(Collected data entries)
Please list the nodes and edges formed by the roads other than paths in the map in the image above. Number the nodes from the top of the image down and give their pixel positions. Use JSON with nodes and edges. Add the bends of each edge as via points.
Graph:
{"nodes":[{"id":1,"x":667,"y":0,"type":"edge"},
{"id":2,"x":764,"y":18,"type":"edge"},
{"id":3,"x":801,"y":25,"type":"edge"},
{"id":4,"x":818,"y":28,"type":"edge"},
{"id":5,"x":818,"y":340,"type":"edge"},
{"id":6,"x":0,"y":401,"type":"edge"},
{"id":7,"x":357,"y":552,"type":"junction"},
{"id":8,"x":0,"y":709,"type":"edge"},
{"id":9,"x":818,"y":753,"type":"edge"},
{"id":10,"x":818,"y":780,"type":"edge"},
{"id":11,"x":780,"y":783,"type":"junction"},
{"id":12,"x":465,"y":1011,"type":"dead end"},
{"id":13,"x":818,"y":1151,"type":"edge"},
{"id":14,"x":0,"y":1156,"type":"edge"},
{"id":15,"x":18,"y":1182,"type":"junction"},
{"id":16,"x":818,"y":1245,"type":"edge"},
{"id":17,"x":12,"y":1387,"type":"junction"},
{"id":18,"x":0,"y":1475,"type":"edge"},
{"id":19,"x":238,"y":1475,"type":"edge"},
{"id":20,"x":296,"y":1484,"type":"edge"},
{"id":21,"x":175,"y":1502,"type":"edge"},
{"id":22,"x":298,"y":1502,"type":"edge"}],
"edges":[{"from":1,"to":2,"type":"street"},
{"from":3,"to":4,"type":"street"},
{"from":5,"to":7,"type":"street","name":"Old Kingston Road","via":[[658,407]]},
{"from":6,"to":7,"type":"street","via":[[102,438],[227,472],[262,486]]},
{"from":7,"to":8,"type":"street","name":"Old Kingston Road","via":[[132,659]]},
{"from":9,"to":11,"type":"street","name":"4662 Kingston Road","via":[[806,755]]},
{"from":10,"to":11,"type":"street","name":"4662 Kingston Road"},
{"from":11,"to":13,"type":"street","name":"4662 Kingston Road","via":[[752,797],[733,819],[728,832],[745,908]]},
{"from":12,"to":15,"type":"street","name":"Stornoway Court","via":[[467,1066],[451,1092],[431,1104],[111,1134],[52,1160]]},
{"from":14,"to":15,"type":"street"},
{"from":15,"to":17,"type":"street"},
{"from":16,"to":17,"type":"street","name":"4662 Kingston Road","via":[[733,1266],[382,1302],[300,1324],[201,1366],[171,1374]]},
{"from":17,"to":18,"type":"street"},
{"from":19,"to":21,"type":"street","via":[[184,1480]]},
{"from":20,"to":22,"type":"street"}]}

Instructions for the task
Each record shown above is to be given again exactly.

Written solution
Please list the nodes and edges formed by the roads other than paths in the map in the image above. Number the nodes from the top of the image down and give their pixel positions. Use JSON with nodes and edges. Add the bends of each edge as via points.
Graph:
{"nodes":[{"id":1,"x":667,"y":0,"type":"edge"},
{"id":2,"x":764,"y":18,"type":"edge"},
{"id":3,"x":801,"y":25,"type":"edge"},
{"id":4,"x":818,"y":28,"type":"edge"},
{"id":5,"x":818,"y":340,"type":"edge"},
{"id":6,"x":0,"y":401,"type":"edge"},
{"id":7,"x":357,"y":552,"type":"junction"},
{"id":8,"x":0,"y":709,"type":"edge"},
{"id":9,"x":818,"y":753,"type":"edge"},
{"id":10,"x":818,"y":780,"type":"edge"},
{"id":11,"x":780,"y":783,"type":"junction"},
{"id":12,"x":465,"y":1011,"type":"dead end"},
{"id":13,"x":818,"y":1151,"type":"edge"},
{"id":14,"x":0,"y":1156,"type":"edge"},
{"id":15,"x":18,"y":1182,"type":"junction"},
{"id":16,"x":818,"y":1245,"type":"edge"},
{"id":17,"x":12,"y":1387,"type":"junction"},
{"id":18,"x":0,"y":1475,"type":"edge"},
{"id":19,"x":238,"y":1475,"type":"edge"},
{"id":20,"x":296,"y":1484,"type":"edge"},
{"id":21,"x":175,"y":1502,"type":"edge"},
{"id":22,"x":298,"y":1502,"type":"edge"}],
"edges":[{"from":1,"to":2,"type":"street"},
{"from":3,"to":4,"type":"street"},
{"from":5,"to":7,"type":"street","name":"Old Kingston Road","via":[[658,407]]},
{"from":6,"to":7,"type":"street","via":[[102,438],[227,472],[262,486]]},
{"from":7,"to":8,"type":"street","name":"Old Kingston Road","via":[[132,659]]},
{"from":9,"to":11,"type":"street","name":"4662 Kingston Road","via":[[806,755]]},
{"from":10,"to":11,"type":"street","name":"4662 Kingston Road"},
{"from":11,"to":13,"type":"street","name":"4662 Kingston Road","via":[[752,797],[733,819],[728,832],[745,908]]},
{"from":12,"to":15,"type":"street","name":"Stornoway Court","via":[[467,1066],[451,1092],[431,1104],[111,1134],[52,1160]]},
{"from":14,"to":15,"type":"street"},
{"from":15,"to":17,"type":"street"},
{"from":16,"to":17,"type":"street","name":"4662 Kingston Road","via":[[733,1266],[382,1302],[300,1324],[201,1366],[171,1374]]},
{"from":17,"to":18,"type":"street"},
{"from":19,"to":21,"type":"street","via":[[184,1480]]},
{"from":20,"to":22,"type":"street"}]}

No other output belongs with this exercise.